Le berger s'était donc mis en mesure de reprendre le chemin du village pour y rapporter cette grosse nouvelle, lorsque se produisit l'incident de la lunette.
Grosse nouvelle, très grosse en effet! Une fumée est apparue au faite du donjon… Ce que ses yeux n'auraient pu apercevoir, Frik l'a distinctement vu avec l'instrument du colporteur… Ce n'est point une vapeur, c'est une fumée qui va se confondre avec les nuages… Et pourtant, le burg est abandonné… Depuis bien longtemps, personne n'a franchi sa poterne qui est fermée sans doute, ni le pont-levis qui est certainement relevé. S'il est habité, il ne peut l'être que par des êtres surnaturels… Mais à quel propos des esprits auraient-ils fait du feu dans un des appartements du donjon?… Est-ce un feu de chambre, est-ce un feu de cuisine?… Voilà qui est véritablement inexplicable.
Frik hâtait ses bêtes vers leur étable. A sa voix, les chiens harcelaient le troupeau sur le chemin montant, dont la poussière se rabattait avec l'humidité du soir.
Quelques paysans, attardés aux cultures, le saluèrent en passant, et c'est à peine s'il répondit à leur politesse. De là, réelle inquiétude, car, si l'on veut éviter les maléfices, il ne suffit pas de donner le bonjour au berger, il faut encore qu'il vous le rende. Mais Frik y paraissait peu enclin avec ses yeux hagards, son attitude singulière, ses gestes désordonnée. Les loups et les ours lui auraient enlevé la moitié de ses moutons, qu'il n'aurait pas été plus défait. De quelle mauvaise nouvelle fallait-il qu'il fût porteur?
Le premier qui l'apprit fut le juge Koltz. Du plus loin qu'il l'aperçut, Frik lui cria:
«Le feu est au burg, notre maître!– Que dis-tu là, Frik?
– je dis ce qui est.
– Est-ce que tu es devenu fou?»
En effet, comment un incendie pouvait-il s'attaquer à ce vieil amoncellement de pierres? Autant admettre que le Negoï, la plus haute cime des Carpathes, était dévoré par les flammes. Ce n'eût pas été plus absurde.
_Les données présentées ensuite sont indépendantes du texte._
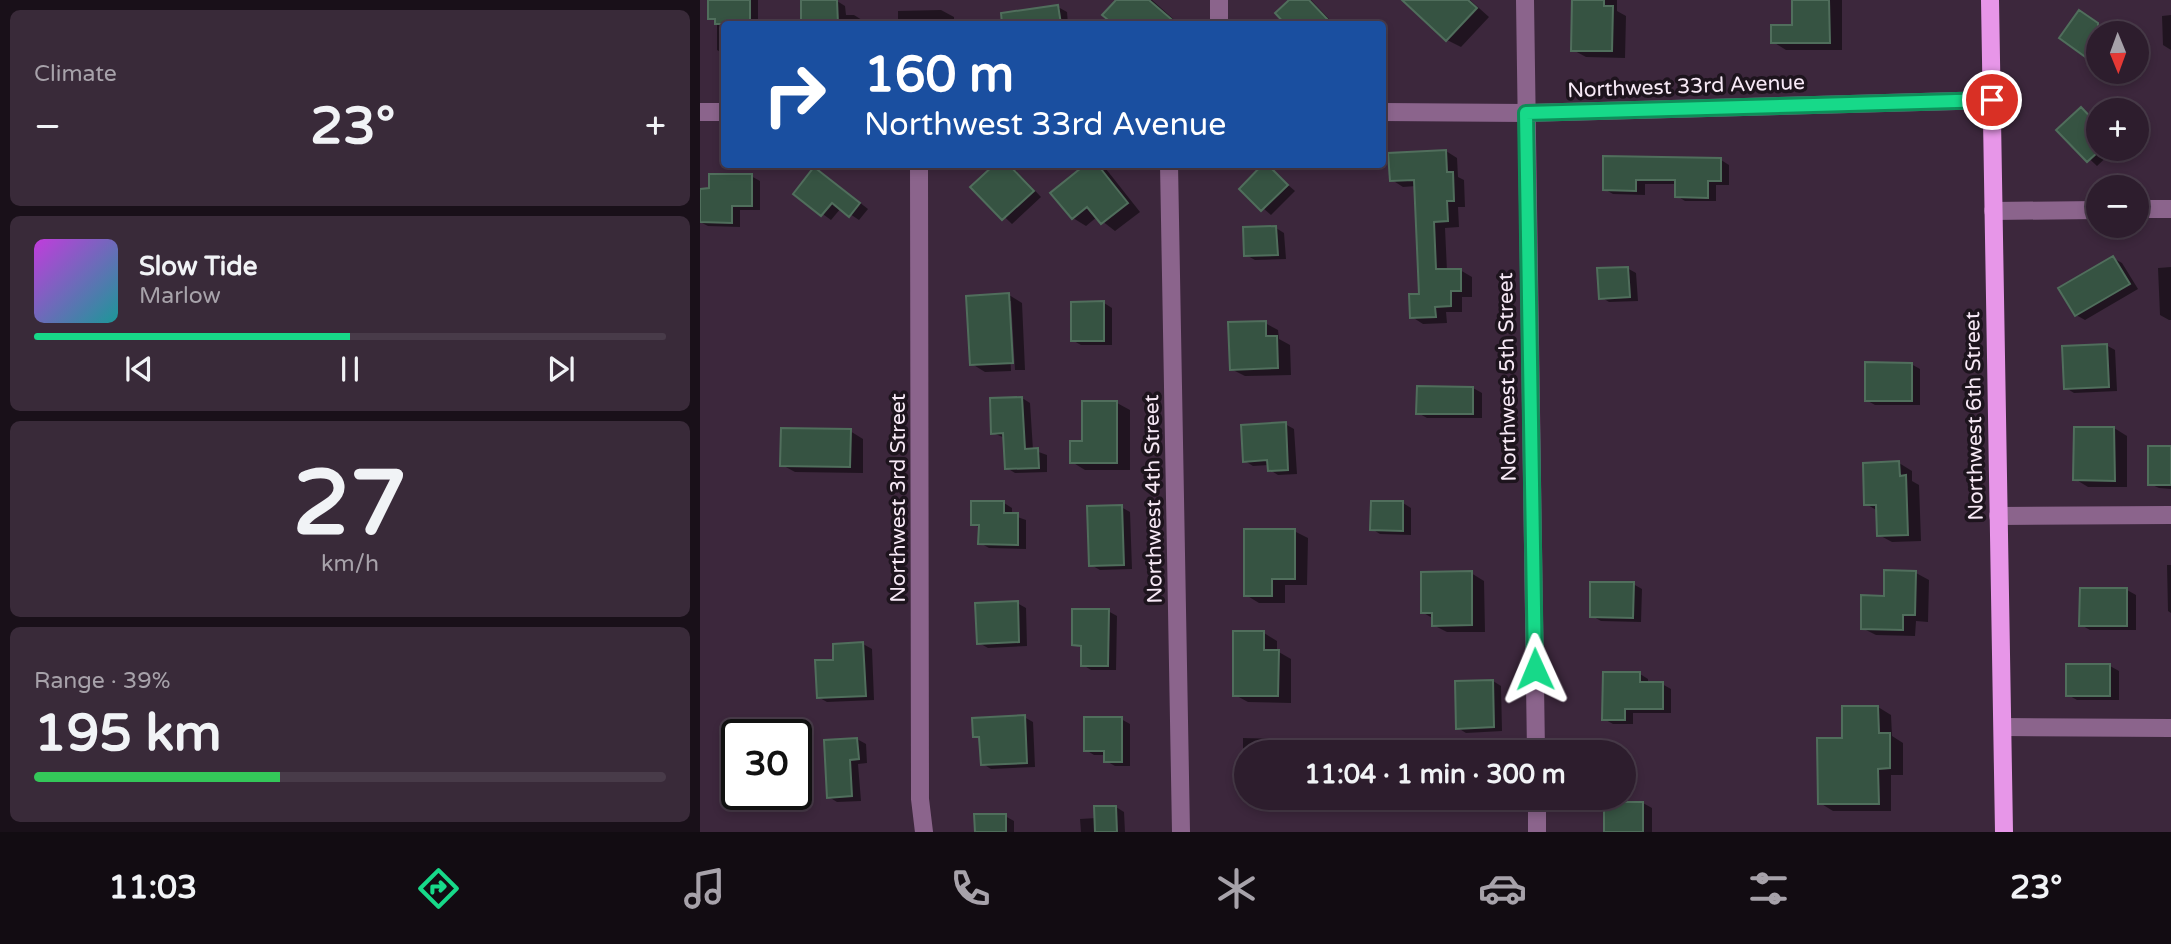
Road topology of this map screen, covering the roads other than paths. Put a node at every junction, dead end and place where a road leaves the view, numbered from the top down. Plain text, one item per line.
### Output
1 (1219, 0) edge
2 (1525, 0) edge
3 (1990, 0) edge
4 (1219, 21) edge
5 (1992, 100) junction
6 (700, 112) edge
7 (721, 112) edge
8 (1386, 112) edge
9 (1526, 113) junction
10 (919, 168) edge
11 (1169, 168) edge
12 (2149, 209) edge
13 (2171, 209) edge
14 (2086, 210) edge
15 (1993, 211) junction
16 (2171, 515) edge
17 (1998, 516) junction
18 (2003, 727) junction
19 (2171, 729) edge
20 (1536, 740) edge
21 (1537, 810) edge
22 (923, 832) edge
23 (1181, 832) edge
24 (1537, 832) edge
25 (2004, 832) edge

1 - 4 street
2 - 9 street, Northwest 5th Street
3 - 5 main road, Northwest 6th Street
5 - 9 street, Northwest 33rd Avenue
5 - 15 main road, Northwest 6th Street
6 - 7 street
8 - 9 street, Northwest 33rd Avenue
9 - 20 street, Northwest 5th Street
10 - 22 street, Northwest 3rd Street
11 - 23 street, Northwest 4th Street
12 - 13 street
14 - 15 street
15 - 17 main road, Northwest 6th Street
16 - 17 street
17 - 18 main road, Northwest 6th Street
18 - 19 street
18 - 25 main road, Northwest 6th Street
21 - 24 street

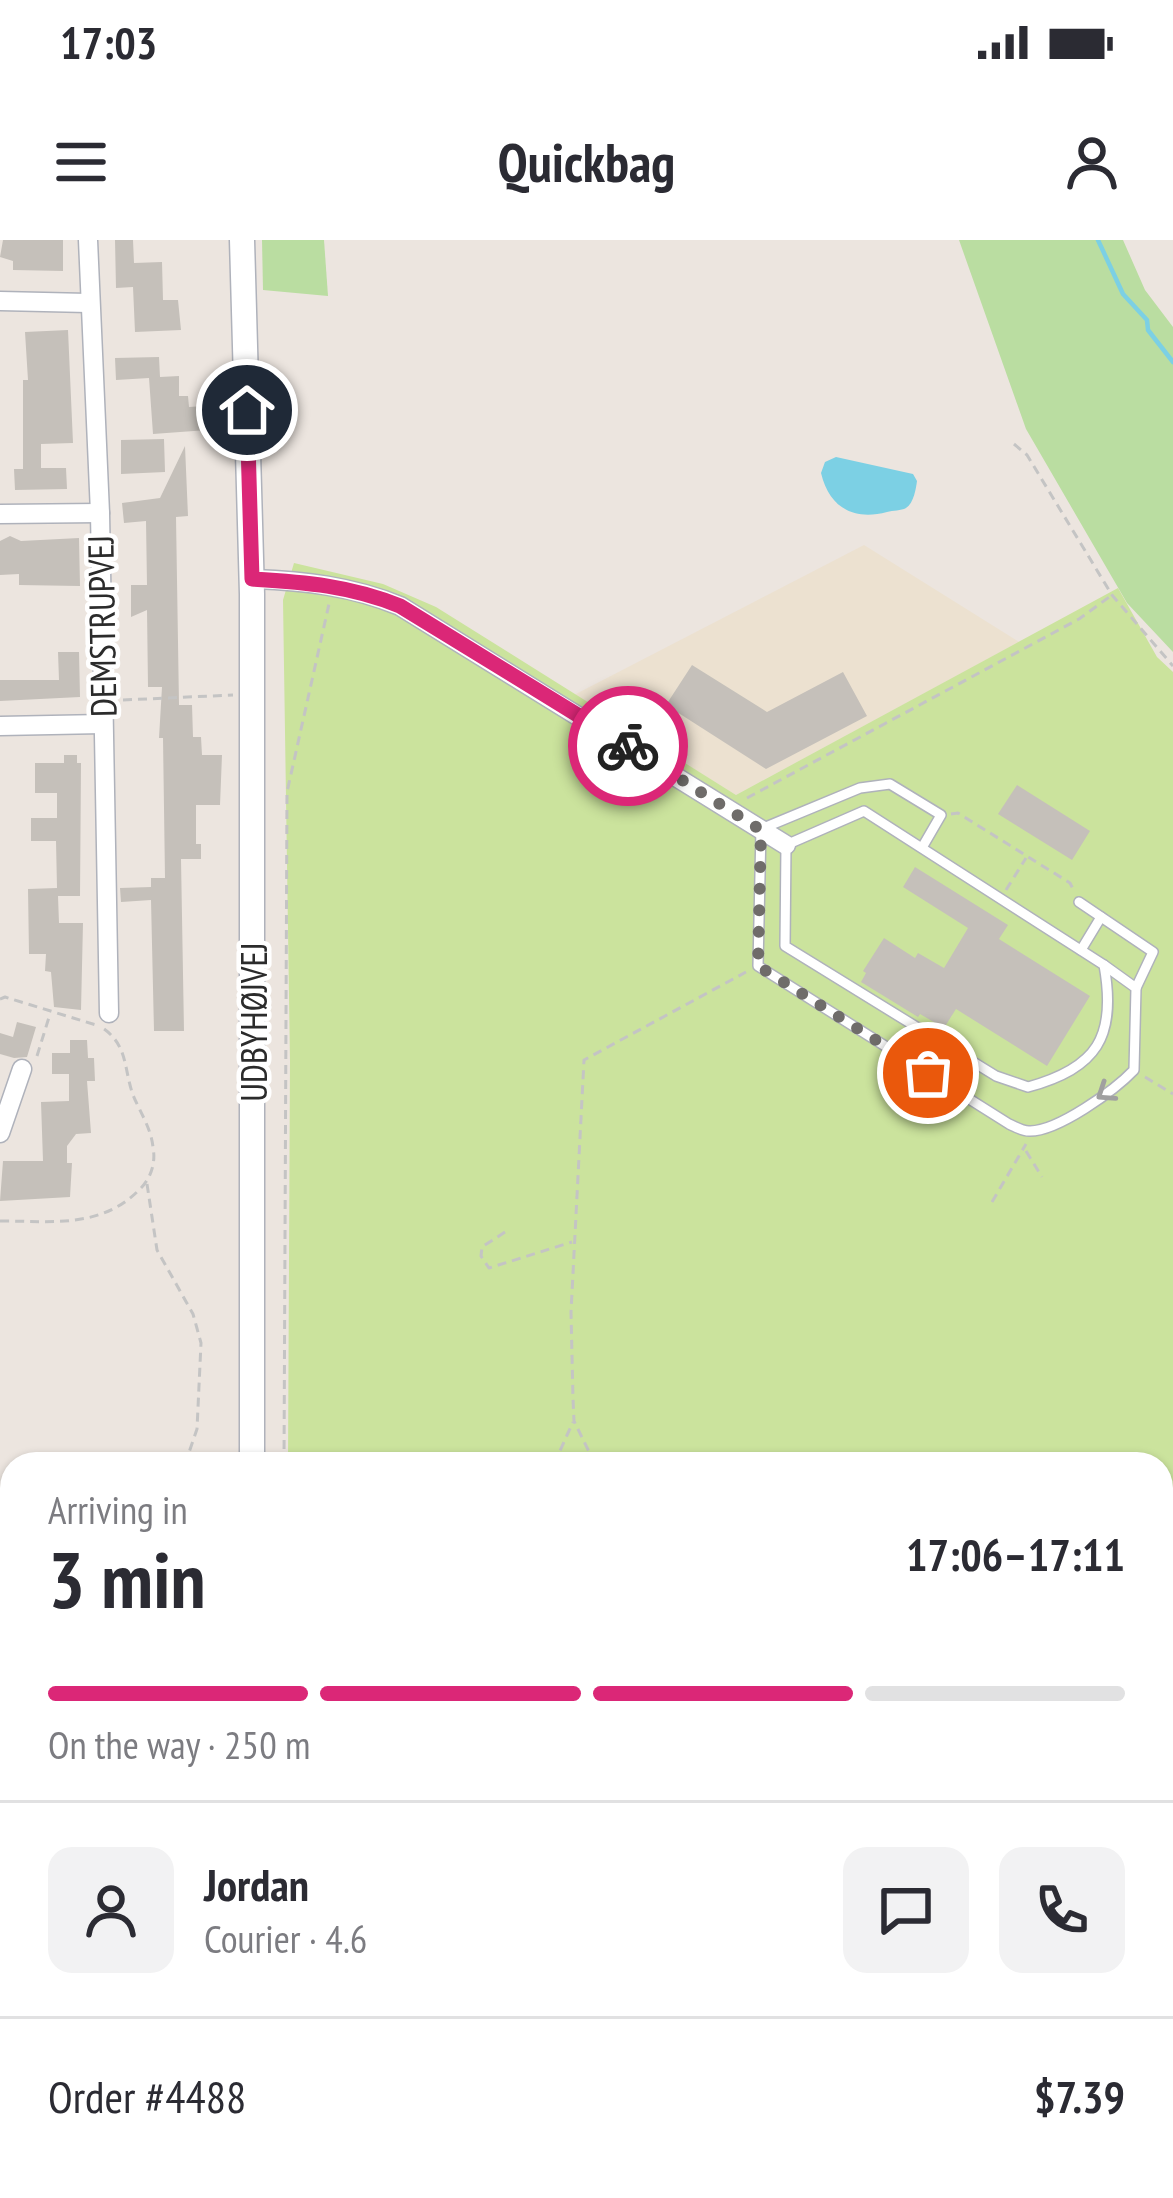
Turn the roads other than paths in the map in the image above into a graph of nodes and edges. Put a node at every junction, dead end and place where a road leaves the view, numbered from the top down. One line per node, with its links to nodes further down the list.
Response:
1 (88, 240): 4 (street, DEMSTRUPVEJ)
2 (242, 240): 7 (street, UDBYHØJVEJ)
3 (0, 301): 4 (street)
4 (88, 303): 6 (street, DEMSTRUPVEJ)
5 (0, 514): 6 (street)
6 (100, 514): 8 (street, DEMSTRUPVEJ)
7 (252, 579): 10 (street); 21 (street, UDBYHØJVEJ)
8 (103, 724): 9 (street); 18 (street, DEMSTRUPVEJ)
9 (0, 726)
10 (761, 830): 11 (street); 12 (lane); 17 (lane, one-way to 10)
11 (786, 845): 12 (lane); 16 (lane)
12 (923, 846): 15 (lane)
13 (1079, 902): 14 (lane)
14 (1101, 917): 15 (lane); 17 (lane)
15 (1082, 950): 16 (lane)
16 (1104, 965): 17 (lane)
17 (1136, 988)
18 (109, 1013)
19 (22, 1069): 20 (street)
20 (0, 1133)
21 (252, 1452)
«Tu prétends, Frik, tu prétends que le burg brûle répéta maître Koltz.
– S'il ne brûle pas, il fume.
– C'est quelque vapeur…
– Non, c'est une fumée… Venez voir.» Et tous deux se dirigèrent vers le milieu de la grande rue du village, au bord d'une terrasse dominant les ravins du col, de laquelle on pouvait distinguer le château.
Une fois là, Frik tendit la, lunette à maître Koltz. Évidemment, l'usage de cet instrument ne lui était pas plus connu qu'à son berger.
«Qu'est-ce cela? dit-il.
– Une machine que je vous ai achetée deux florins, mon maître, et qui en vaut bien quatre!
– A qui?
– A un colporteur.
– Et pour quoi faire?
– Ajustez cela à votre œil, visez le burg en face, regardez, et vous verrez.»
Le juge braqua la lunette dans la direction du château et l'examina longuement.
Oui! c'était une fumée qui se dégageait de l'une des cheminées du donjon. En ce moment, déviée par la brise, elle rampait sur le flanc de la montagne.